No record of specific guns assigned to soldiers
RETIRED Jamaica Defence Force (JDF) warrant officer Albert Myers admitted on Wednesday that in a statement he recorded and signed, he failed to include the names and regiment numbers of the soldiers who were assigned specific rifles before they went on operation at the home of accountant Keith Clarke.
Myers is one of the witnesses in the Home Circuit Court murder trial digging into the May 27, 2010 shooting death of Clarke.
On trial for the murder of the accountant are lance corporals Greg Tingling, Odel Buckley and Private Arnold Henry.
Myers, who was the firearms store supervisor in May 2010, told the court that he could not recall the reason for not including the names and regiment numbers for the soldiers.
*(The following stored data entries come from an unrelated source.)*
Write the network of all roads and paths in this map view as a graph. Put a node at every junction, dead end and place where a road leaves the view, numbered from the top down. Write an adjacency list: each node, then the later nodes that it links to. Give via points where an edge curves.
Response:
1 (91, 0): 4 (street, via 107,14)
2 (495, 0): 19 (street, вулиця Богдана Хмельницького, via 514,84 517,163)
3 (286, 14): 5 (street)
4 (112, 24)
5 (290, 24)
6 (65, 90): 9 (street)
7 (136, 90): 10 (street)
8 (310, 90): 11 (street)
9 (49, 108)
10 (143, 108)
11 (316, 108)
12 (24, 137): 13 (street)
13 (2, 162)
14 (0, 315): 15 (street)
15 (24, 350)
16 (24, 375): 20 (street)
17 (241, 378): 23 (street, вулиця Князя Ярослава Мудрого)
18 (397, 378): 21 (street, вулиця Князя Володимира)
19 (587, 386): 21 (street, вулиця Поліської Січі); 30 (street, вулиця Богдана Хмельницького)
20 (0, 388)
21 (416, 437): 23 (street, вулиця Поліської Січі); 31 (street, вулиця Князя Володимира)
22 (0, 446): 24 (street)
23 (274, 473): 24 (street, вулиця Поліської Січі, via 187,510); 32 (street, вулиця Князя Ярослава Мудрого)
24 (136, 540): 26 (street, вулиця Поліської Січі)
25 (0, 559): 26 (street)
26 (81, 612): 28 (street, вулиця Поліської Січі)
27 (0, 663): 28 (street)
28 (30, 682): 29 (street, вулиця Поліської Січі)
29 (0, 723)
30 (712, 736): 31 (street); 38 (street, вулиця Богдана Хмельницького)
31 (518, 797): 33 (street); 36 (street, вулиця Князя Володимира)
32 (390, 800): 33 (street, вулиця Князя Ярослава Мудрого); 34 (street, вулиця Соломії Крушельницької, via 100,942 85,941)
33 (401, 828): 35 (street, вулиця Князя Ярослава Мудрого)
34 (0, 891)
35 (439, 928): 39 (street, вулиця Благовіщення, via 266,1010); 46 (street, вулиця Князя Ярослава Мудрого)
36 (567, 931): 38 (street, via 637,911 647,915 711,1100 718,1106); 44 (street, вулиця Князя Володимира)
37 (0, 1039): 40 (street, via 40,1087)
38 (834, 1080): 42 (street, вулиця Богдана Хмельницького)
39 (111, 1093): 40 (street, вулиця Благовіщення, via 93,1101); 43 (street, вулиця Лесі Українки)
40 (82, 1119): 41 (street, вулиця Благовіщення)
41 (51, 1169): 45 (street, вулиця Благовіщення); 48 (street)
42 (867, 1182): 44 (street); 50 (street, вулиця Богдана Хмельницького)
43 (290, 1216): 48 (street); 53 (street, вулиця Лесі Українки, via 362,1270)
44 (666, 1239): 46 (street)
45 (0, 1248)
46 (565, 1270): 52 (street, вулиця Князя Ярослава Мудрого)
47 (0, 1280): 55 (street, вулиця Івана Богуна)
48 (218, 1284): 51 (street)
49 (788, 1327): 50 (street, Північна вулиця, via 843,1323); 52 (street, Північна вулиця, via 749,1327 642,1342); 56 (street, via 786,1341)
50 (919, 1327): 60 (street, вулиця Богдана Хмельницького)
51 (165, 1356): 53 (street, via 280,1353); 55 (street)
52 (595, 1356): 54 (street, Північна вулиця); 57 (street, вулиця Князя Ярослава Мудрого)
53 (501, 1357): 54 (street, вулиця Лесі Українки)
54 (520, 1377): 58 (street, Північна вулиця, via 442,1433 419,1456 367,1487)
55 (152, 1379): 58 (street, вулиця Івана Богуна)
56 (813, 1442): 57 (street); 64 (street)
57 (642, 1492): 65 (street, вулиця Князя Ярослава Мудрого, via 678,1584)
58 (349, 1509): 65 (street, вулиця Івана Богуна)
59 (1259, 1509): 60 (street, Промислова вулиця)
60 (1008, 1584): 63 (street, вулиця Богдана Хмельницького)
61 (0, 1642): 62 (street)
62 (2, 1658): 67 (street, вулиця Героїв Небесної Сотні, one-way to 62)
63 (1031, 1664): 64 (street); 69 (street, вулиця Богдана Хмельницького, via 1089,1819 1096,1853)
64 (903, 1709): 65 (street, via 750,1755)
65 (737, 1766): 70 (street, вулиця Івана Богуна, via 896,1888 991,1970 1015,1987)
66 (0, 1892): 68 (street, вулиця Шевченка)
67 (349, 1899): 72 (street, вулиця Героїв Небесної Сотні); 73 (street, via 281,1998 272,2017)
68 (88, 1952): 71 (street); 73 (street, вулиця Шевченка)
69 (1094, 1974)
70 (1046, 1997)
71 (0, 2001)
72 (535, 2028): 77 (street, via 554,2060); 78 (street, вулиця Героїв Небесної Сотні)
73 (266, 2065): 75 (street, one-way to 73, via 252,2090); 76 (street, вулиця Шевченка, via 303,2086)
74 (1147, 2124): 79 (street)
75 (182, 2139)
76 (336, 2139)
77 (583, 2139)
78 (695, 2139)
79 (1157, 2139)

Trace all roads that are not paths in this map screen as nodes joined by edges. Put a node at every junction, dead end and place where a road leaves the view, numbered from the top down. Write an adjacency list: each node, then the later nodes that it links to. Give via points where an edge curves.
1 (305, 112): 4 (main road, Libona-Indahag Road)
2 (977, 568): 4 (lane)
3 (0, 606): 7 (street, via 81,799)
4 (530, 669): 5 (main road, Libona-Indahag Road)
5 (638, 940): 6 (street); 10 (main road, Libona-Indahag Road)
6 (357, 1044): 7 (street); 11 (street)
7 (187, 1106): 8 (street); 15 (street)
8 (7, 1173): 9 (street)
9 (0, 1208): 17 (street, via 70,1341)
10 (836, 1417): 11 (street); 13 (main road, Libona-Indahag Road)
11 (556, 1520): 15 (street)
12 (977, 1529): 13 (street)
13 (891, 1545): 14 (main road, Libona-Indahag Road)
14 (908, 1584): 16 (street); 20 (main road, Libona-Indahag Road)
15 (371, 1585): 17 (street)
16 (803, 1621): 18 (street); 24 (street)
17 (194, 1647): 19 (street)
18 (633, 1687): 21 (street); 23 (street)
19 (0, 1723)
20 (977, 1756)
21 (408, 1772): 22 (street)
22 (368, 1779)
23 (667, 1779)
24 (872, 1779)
He said that he took the information that he put in his statement from the register in the firearms stores, admitting that it was protocol for the register to include information such as the name of the soldiers, rank, regiment number and the type of weapon assigned.
The retired army man said he assigned numbers 1 to 46 to each soldier who received a firearm from the stores before they went on the operation at Clarke’s house at 18 Kirkland Close in Red Hills, St Andrew.
The numbers used to represent the accused in the document Myers prepared were 38, 42 and 44.
“At some point I examined the original weapons book in relation to weapons I supervised the issuance of around May 17, 2010. The entries in that book at the arms store [were taken from] on another document. I compared it to the original entries and I signed it,” Myers said.
Peter Champagnie, King’s Counsel (KC), during cross-examination of the witness, asked if he would be correct if he said Myers was not the one to issue weapons to anyone.
Myers responded saying, “correct”.
“The document that was shown to you to which you said you saw your signature, was something essentially copied from another book?” Champagnie asked.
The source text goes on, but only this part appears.